Sweet corn is most familiar to consumers, but it’s really only half of the picture. Though most dry corn today goes towards animal feed or ethanol, for most of its history, corn has been harvested dry—for human consumption. “Flint corn” varieties are meant to fully mature on the stalk—after harvest, the corn is dried and ground into cornmeal or flour. (Also in the dry corn column is popcorn. Though it’s most often thought of as a home-garden crop, a few farmers have begun producing it for sale at farmers’ markets. At Conuco Farm in New Paltz, Hector Tajeda grows an heirloom strain of popcorn known as Tom Thumb, which he sells on the cob at greenmarkets in New York City.)
Don Lewis, of Wild Hive Farm in Clinton Corners [see “Have oven, will travel,” Valley Table 30], has contracted with Lightning Tree Farm, an organic grain farm in Millbrook, to purchase their open-pollinated, organic flint corn. Lewis, a baker by trade, grinds corn in his mill the traditional way—between two rotating pink granite slabs. Much of the corn is used in the bakery, but the farm markets small packages of cornmeal to stores throughout the Hudson Valley. The goal is two-fold, Lewis says: to provide a great product for consumers, but also to show farmers a new and successful marketing opportunity for corn. It’s a positive thing, he says, when corn is being used to feed people—not animals in feedlots, and not to mix with gasoline. He’d like to inspire others to follow in his footsteps, and to show new farmers that it can be a viable, and profitable choice.
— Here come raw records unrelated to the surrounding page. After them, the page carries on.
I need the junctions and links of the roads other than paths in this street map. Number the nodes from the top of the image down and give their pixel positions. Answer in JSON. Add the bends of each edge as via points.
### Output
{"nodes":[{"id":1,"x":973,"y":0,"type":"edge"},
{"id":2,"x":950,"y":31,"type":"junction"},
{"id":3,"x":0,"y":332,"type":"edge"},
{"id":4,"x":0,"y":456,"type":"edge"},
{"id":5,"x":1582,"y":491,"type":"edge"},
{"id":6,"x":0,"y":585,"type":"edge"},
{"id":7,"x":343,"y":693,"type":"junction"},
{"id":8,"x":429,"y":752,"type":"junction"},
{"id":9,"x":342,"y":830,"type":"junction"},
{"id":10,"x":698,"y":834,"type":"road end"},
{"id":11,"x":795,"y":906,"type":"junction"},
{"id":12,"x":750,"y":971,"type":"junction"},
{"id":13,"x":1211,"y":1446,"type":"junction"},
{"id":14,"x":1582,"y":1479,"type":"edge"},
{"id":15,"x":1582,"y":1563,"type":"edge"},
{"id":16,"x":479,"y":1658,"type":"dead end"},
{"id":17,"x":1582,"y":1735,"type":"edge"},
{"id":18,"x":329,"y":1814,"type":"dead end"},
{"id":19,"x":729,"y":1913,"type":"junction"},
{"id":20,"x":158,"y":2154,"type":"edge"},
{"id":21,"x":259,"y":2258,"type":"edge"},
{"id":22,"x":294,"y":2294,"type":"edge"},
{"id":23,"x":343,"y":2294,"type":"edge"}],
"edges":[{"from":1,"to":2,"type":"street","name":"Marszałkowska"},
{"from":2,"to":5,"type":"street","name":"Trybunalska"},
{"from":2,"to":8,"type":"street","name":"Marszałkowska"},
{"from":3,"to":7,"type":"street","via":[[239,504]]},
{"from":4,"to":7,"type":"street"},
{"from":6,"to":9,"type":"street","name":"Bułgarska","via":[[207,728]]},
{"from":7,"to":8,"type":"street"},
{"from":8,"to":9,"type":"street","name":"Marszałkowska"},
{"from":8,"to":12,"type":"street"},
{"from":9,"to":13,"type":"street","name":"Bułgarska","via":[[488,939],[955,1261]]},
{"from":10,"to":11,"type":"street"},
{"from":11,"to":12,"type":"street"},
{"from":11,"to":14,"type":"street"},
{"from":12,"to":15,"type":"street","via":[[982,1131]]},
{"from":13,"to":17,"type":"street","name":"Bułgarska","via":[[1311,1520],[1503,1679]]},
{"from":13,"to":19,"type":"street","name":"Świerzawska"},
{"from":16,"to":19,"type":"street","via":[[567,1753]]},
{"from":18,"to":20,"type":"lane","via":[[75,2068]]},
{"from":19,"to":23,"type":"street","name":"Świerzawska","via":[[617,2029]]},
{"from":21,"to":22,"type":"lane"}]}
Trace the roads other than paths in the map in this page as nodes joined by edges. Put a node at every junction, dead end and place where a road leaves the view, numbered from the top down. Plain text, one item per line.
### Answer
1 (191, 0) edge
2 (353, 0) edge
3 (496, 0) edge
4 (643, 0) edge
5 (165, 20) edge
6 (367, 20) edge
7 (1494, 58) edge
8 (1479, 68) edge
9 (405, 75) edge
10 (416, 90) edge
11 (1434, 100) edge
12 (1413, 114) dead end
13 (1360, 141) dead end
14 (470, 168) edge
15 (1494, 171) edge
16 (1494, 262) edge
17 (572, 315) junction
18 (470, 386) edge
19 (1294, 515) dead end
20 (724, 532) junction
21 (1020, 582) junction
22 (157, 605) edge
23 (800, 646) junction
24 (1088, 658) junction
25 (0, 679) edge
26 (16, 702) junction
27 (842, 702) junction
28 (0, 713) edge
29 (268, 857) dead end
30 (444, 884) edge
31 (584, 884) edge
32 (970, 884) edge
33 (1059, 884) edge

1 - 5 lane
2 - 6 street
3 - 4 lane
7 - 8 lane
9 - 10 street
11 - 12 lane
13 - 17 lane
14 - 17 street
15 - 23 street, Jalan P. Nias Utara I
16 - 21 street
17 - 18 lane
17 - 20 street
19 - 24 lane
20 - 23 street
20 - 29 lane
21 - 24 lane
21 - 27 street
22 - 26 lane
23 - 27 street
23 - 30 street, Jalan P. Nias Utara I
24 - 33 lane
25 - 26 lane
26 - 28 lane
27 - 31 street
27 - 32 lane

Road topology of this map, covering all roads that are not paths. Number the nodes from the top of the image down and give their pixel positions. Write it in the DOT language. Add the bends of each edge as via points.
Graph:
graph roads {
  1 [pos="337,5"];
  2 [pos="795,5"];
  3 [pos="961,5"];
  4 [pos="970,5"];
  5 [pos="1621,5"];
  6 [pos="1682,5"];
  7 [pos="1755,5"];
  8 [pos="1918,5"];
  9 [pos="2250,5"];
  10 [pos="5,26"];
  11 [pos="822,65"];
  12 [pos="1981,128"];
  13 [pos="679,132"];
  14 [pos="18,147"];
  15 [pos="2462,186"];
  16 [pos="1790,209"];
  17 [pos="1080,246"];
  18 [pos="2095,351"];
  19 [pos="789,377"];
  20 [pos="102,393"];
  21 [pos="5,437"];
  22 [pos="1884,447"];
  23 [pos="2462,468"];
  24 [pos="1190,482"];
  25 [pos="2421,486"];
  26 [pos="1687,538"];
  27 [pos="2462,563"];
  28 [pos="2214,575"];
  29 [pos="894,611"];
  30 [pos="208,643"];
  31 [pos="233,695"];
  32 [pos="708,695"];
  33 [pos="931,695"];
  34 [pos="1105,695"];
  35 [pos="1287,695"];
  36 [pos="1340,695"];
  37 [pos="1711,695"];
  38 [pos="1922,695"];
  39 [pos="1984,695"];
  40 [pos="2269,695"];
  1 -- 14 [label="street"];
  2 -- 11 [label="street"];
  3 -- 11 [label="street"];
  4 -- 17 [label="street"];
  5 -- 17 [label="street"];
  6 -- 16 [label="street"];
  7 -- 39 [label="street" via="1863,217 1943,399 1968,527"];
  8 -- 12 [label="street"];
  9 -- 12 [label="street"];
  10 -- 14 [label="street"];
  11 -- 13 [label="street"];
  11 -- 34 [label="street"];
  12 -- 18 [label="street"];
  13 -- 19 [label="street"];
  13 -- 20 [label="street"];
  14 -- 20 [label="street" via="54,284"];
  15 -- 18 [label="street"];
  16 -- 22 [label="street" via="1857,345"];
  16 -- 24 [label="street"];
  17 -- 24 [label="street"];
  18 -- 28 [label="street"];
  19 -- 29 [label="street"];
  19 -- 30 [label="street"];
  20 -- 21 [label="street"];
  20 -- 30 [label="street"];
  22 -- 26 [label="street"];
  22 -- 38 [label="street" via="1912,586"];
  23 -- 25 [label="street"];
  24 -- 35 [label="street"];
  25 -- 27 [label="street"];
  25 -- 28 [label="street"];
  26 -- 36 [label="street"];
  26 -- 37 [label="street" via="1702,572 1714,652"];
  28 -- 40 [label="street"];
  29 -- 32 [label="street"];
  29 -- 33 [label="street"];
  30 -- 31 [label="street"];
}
The quality of Lewis’s cornmeal has earned it a spot in professional kitchens. Kathy Balis, of Babette’s Kitchen, in Millbrook, notes, “I was attracted to his cornmeal simply because it’s a local product, but once I tried it—tasted that unique, nutty quality and the great texture—it was like, OK, what else can we use this in?”
For such a simple plant, corn has quite a history. It’s been coaxed and prodded over thousands of years from an inedible wild grass to the sweet corn that we savor each summer, and the flint corn that appears in everything from polenta to tortillas. Mike Tarbell, a Mohawk, is the educator at the Iroquois Indian Museum in Howes Cave (Schoharie County)—which, incidentally, holds a corn festival each year. He notes that corn as we know it never would have existed if it weren’t for human intervention. At least, Tarbell says, “Corn is one positive thing that we’ve done to feed the world.”